-------- GIVEN RECORDS --------

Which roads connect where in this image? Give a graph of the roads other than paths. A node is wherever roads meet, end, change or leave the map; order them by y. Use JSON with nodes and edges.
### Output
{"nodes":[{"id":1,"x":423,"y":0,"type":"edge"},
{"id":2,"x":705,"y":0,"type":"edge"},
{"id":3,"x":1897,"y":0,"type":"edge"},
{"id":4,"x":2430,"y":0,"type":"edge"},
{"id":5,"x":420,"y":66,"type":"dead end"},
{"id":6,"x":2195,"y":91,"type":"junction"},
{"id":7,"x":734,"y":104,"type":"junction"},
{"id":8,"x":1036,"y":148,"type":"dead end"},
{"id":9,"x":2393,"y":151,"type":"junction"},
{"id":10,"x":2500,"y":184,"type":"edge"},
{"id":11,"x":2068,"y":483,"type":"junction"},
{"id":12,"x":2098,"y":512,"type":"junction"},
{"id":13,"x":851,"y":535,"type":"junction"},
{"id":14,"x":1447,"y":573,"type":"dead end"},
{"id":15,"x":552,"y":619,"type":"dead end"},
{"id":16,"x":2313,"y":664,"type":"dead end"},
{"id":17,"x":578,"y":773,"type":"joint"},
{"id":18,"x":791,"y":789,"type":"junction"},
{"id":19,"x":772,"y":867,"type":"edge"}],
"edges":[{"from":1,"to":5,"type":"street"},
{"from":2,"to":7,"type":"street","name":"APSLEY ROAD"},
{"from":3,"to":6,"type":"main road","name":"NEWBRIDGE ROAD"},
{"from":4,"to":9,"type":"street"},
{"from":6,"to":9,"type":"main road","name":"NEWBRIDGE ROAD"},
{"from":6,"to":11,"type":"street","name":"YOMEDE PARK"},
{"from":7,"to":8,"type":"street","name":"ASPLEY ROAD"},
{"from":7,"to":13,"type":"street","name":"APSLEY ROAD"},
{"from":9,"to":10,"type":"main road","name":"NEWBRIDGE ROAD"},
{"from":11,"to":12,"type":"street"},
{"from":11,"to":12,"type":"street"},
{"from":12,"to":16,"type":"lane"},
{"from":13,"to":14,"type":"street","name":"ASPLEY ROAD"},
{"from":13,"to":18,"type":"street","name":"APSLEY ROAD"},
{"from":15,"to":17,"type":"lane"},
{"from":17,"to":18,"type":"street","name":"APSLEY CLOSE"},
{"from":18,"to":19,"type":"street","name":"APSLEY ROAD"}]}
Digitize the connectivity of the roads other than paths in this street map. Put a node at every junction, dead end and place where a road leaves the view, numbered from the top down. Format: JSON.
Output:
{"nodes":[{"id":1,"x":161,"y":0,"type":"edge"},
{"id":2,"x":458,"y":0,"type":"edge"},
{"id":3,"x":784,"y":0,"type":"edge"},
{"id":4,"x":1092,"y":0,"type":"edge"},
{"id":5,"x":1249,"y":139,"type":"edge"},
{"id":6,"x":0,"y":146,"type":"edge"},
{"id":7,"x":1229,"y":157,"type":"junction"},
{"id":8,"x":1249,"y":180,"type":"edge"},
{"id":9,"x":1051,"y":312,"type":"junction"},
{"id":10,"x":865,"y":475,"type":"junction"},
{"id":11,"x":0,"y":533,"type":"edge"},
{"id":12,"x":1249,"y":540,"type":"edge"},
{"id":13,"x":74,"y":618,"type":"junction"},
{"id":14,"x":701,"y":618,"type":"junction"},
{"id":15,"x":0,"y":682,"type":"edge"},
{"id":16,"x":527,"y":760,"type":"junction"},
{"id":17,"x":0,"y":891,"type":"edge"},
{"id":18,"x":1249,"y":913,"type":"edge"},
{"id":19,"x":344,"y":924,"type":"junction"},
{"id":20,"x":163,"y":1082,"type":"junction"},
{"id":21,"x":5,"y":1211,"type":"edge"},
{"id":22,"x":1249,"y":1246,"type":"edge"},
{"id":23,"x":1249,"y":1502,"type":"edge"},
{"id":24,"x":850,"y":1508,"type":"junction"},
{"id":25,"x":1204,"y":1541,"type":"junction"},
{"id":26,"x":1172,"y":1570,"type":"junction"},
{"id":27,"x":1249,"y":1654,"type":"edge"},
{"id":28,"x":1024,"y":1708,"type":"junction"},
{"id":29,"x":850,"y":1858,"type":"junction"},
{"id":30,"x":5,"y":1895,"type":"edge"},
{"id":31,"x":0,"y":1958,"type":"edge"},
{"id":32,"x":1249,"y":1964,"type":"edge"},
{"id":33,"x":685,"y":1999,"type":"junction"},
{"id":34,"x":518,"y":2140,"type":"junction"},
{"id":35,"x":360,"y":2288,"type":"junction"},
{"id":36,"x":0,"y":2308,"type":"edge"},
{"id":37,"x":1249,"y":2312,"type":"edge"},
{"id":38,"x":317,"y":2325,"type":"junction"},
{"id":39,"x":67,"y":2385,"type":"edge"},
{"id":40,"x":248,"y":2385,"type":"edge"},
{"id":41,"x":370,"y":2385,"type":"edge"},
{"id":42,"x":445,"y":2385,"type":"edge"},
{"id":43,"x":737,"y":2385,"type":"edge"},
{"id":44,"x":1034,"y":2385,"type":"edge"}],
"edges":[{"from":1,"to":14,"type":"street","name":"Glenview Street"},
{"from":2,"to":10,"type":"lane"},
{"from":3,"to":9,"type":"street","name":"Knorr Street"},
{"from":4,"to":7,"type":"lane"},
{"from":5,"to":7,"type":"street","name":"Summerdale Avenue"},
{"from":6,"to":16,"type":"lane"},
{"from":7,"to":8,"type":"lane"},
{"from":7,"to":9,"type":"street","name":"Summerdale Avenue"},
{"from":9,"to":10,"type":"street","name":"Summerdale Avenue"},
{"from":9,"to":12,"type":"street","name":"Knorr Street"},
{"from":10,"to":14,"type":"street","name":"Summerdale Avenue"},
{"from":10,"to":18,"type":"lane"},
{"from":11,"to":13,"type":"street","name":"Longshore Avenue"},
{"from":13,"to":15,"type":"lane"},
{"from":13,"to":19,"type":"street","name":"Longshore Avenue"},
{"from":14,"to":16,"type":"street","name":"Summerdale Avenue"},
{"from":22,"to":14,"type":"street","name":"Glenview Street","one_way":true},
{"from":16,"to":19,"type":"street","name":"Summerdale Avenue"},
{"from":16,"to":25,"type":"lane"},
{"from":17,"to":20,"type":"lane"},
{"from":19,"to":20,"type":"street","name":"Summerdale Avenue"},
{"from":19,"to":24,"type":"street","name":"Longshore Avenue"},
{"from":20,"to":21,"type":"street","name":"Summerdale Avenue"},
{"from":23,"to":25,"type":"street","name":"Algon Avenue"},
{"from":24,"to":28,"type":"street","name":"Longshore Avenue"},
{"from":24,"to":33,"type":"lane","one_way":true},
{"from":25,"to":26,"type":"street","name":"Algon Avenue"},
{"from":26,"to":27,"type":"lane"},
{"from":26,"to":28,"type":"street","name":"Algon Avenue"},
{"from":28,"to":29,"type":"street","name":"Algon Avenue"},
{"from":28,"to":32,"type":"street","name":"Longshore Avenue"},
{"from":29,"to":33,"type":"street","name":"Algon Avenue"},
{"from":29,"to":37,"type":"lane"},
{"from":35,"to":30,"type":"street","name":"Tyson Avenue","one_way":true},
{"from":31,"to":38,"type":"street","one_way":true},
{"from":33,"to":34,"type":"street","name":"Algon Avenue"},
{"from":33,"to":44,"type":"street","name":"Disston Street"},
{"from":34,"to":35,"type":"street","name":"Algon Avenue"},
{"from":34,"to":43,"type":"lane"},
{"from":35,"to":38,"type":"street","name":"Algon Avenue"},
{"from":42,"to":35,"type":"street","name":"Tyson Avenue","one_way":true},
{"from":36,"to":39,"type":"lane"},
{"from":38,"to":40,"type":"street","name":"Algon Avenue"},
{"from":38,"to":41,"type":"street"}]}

--------

TASK -
Filter the records for lines containing the word "other" and copy each one.

ANSWER SPACE -
Which roads connect where in this image? Give a graph of the roads other than paths. A node is wherever roads meet, end, change or leave the map; order them by y. Use JSON with nodes and edges.
Digitize the connectivity of the roads other than paths in this street map. Put a node at every junction, dead end and place where a road leaves the view, numbered from the top down. Format: JSON.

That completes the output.